Popular Indices to Bar IPO Companies With Limited Public Voting Rights: S&P 500 and Russell 3000, Among Others, Will Bar New Companies With Low or No Public Voting Rights; Existing Constituents Not Immediately ImpactedSullivan & Cromwell LLP - August 1, 2017
S&P Dow Jones and FTSE Russell, publishers of widely used stock indices, have each announced new, more restrictive policies for including in their indices companies with limited voting rights in public hands.
S&P Dow Jones. On July 31, S&P Dow Jones announced that going forward the S&P 500, S&P 600 and S&P 400 indices will no longer admit companies with “multiple share class structures.” This would include companies like Snap Inc., whose March 2017 IPO made it the first NYSE-listed company in nearly a century to issue only non-voting stock to public shareholders. It would also include newly public companies that have a much more common dual-class structure, in which insiders hold a class of stock with multiple votes per share, and the public holds stock with one vote per share. Existing dual-class constituent companies, such as Facebook and Alphabet, would be grandfathered. The new policy will not affect the S&P Global BMI Indices and S&P Total Market Index, which S&P Dow Jones says are intended to “represent the investment universe.”

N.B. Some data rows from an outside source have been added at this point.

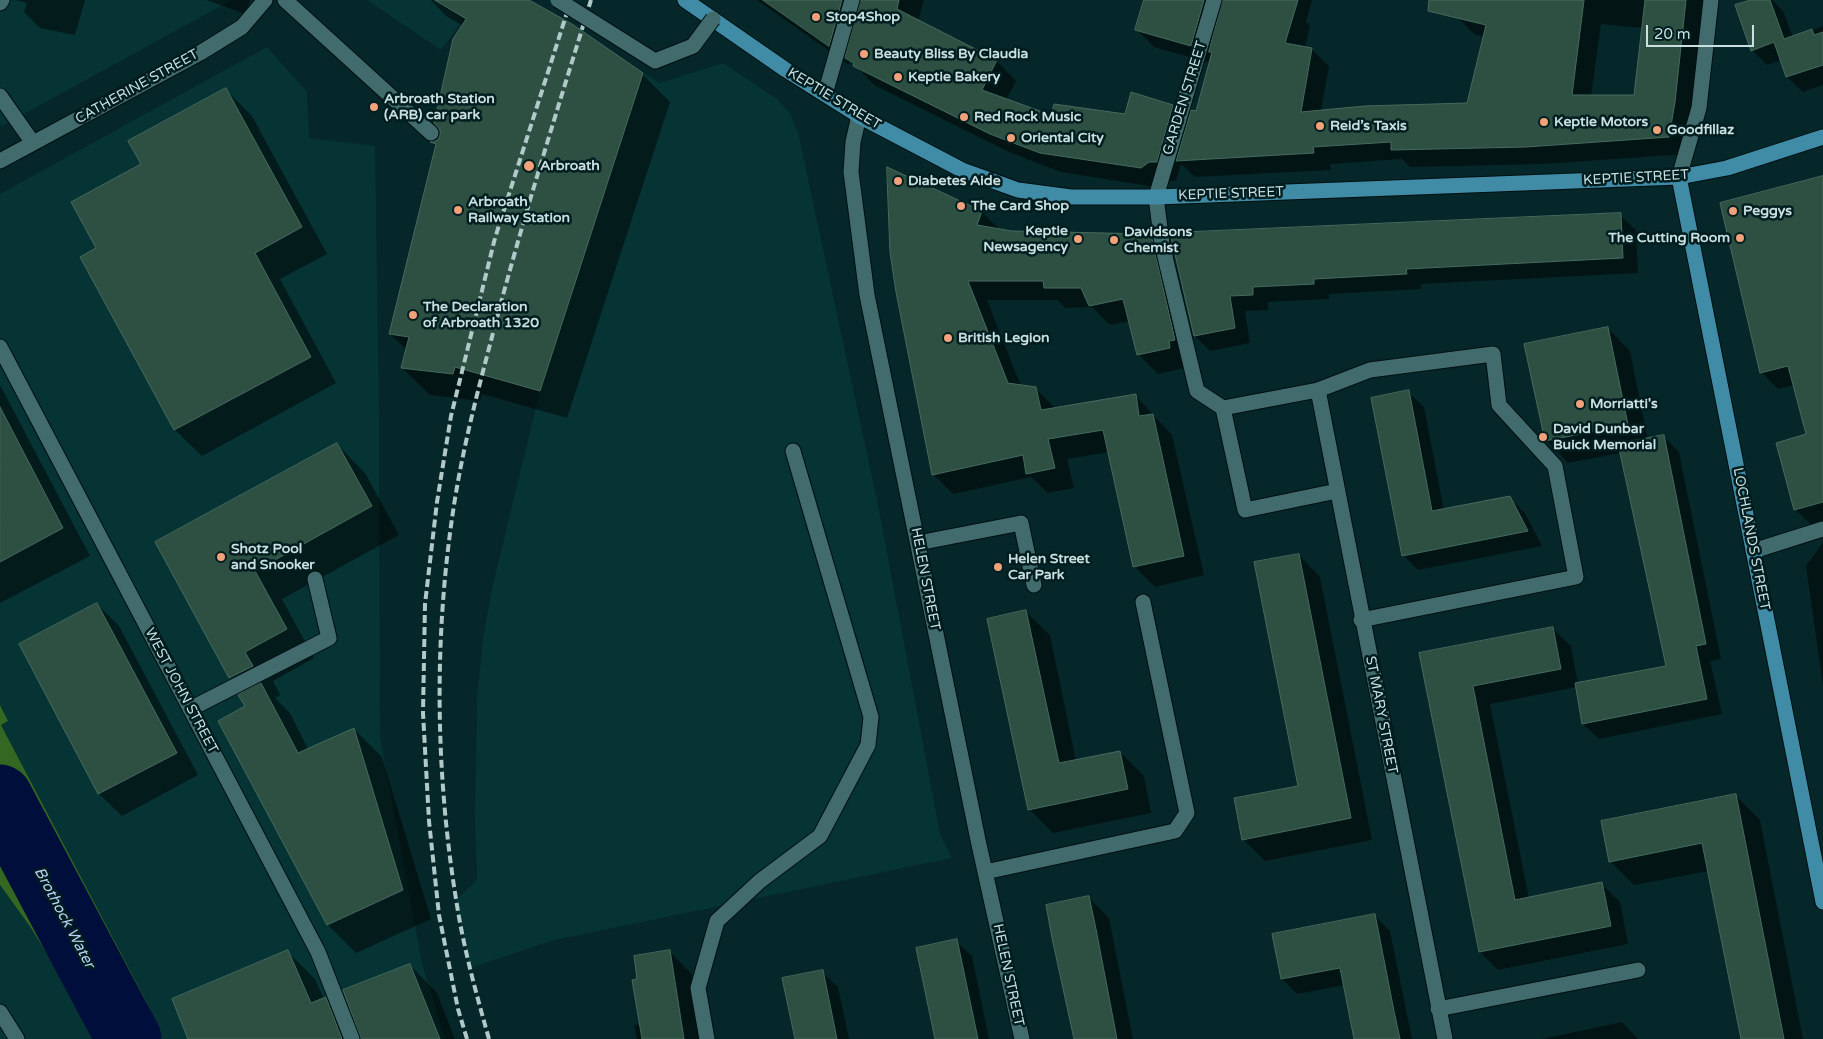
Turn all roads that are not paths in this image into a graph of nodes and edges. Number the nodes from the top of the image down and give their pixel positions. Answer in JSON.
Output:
{"nodes":[{"id":1,"x":265,"y":0,"type":"edge"},
{"id":2,"x":285,"y":0,"type":"edge"},
{"id":3,"x":558,"y":0,"type":"edge"},
{"id":4,"x":685,"y":0,"type":"edge"},
{"id":5,"x":852,"y":0,"type":"edge"},
{"id":6,"x":1214,"y":0,"type":"edge"},
{"id":7,"x":1711,"y":0,"type":"edge"},
{"id":8,"x":713,"y":19,"type":"junction"},
{"id":9,"x":825,"y":94,"type":"junction"},
{"id":10,"x":0,"y":96,"type":"edge"},
{"id":11,"x":859,"y":116,"type":"junction"},
{"id":12,"x":431,"y":133,"type":"dead end"},
{"id":13,"x":1823,"y":137,"type":"edge"},
{"id":14,"x":34,"y":143,"type":"junction"},
{"id":15,"x":0,"y":161,"type":"edge"},
{"id":16,"x":1679,"y":177,"type":"junction"},
{"id":17,"x":1156,"y":197,"type":"junction"},
{"id":18,"x":0,"y":347,"type":"edge"},
{"id":19,"x":1318,"y":390,"type":"junction"},
{"id":20,"x":1223,"y":408,"type":"junction"},
{"id":21,"x":793,"y":451,"type":"dead end"},
{"id":22,"x":1337,"y":491,"type":"junction"},
{"id":23,"x":1823,"y":529,"type":"edge"},
{"id":24,"x":918,"y":543,"type":"junction"},
{"id":25,"x":1753,"y":551,"type":"junction"},
{"id":26,"x":316,"y":579,"type":"dead end"},
{"id":27,"x":1034,"y":585,"type":"dead end"},
{"id":28,"x":1143,"y":602,"type":"dead end"},
{"id":29,"x":1361,"y":620,"type":"junction"},
{"id":30,"x":190,"y":709,"type":"junction"},
{"id":31,"x":1819,"y":863,"type":"edge"},
{"id":32,"x":985,"y":872,"type":"junction"},
{"id":33,"x":1823,"y":902,"type":"edge"},
{"id":34,"x":1638,"y":970,"type":"dead end"},
{"id":35,"x":1438,"y":1009,"type":"junction"},
{"id":36,"x":0,"y":1012,"type":"edge"},
{"id":37,"x":17,"y":1039,"type":"edge"},
{"id":38,"x":352,"y":1039,"type":"edge"},
{"id":39,"x":707,"y":1039,"type":"edge"},
{"id":40,"x":1022,"y":1039,"type":"edge"},
{"id":41,"x":1445,"y":1039,"type":"edge"}],
"edges":[{"from":1,"to":14,"type":"street","name":"CATHERINE STREET"},
{"from":2,"to":12,"type":"street"},
{"from":3,"to":8,"type":"street","bridge":true},
{"from":4,"to":8,"type":"main road","name":"KEPTIE STREET"},
{"from":5,"to":9,"type":"street"},
{"from":6,"to":17,"type":"street","name":"GARDEN STREET"},
{"from":7,"to":16,"type":"street"},
{"from":8,"to":9,"type":"main road","name":"KEPTIE STREET"},
{"from":9,"to":11,"type":"main road","name":"KEPTIE STREET"},
{"from":10,"to":14,"type":"street"},
{"from":11,"to":17,"type":"main road","name":"KEPTIE STREET"},
{"from":11,"to":24,"type":"street","name":"HELEN STREET"},
{"from":13,"to":16,"type":"main road","name":"KEPTIE STREET"},
{"from":14,"to":15,"type":"street","name":"CATHERINE STREET"},
{"from":16,"to":17,"type":"main road","name":"KEPTIE STREET"},
{"from":16,"to":25,"type":"main road","name":"LOCHLANDS STREET"},
{"from":17,"to":20,"type":"street"},
{"from":18,"to":30,"type":"street","name":"WEST JOHN STREET"},
{"from":19,"to":20,"type":"street"},
{"from":19,"to":22,"type":"street","name":"ST MARY STREET"},
{"from":19,"to":29,"type":"street"},
{"from":20,"to":22,"type":"street"},
{"from":21,"to":39,"type":"street"},
{"from":22,"to":29,"type":"street","name":"ST MARY STREET"},
{"from":23,"to":25,"type":"street"},
{"from":24,"to":27,"type":"street"},
{"from":24,"to":32,"type":"street","name":"HELEN STREET"},
{"from":25,"to":31,"type":"main road","name":"LOCHLANDS STREET"},
{"from":26,"to":30,"type":"street"},
{"from":28,"to":32,"type":"street"},
{"from":29,"to":35,"type":"street","name":"ST MARY STREET"},
{"from":30,"to":38,"type":"street","name":"WEST JOHN STREET"},
{"from":31,"to":33,"type":"main road","name":"LOCHLANDS STREET"},
{"from":32,"to":40,"type":"street","name":"HELEN STREET"},
{"from":34,"to":35,"type":"street"},
{"from":35,"to":41,"type":"street","name":"ST MARY STREET"},
{"from":36,"to":37,"type":"street"}]}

FTSE Russell. On July 26, FTSE Russell announced that it would bar companies from inclusion in its indices, including the Russell 3000, unless at least 5% of the voting rights are in the hands of “unrestricted (free-float) shareholders.” This would result in the exclusion of Snap Inc. because of its public non-voting stock, and would also result in the exclusion of companies like Blue Apron Holdings, Inc., which went public in June 2017 with less than 2% of its voting rights held by public shareholders. Existing index constituents will have a five-year grace period to conform their voting structure.